* Assignment:
Search the data below for lines that include the word "ring" and state how many there are, nothing else.

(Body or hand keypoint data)
************

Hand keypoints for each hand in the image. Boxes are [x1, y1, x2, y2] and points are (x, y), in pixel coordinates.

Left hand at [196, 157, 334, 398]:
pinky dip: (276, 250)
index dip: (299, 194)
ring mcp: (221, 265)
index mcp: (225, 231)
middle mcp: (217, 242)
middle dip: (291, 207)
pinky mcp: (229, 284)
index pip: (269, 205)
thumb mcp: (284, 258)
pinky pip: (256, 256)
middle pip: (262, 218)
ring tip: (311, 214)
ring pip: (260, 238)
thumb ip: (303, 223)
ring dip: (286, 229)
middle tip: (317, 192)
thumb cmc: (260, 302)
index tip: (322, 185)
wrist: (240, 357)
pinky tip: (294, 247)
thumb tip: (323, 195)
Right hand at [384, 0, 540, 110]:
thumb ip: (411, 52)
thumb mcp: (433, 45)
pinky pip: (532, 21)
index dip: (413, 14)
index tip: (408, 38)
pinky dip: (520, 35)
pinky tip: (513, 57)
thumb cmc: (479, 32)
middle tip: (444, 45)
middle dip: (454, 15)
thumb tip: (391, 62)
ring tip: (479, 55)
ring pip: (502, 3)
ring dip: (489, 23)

************

* Reply to the exercise:
7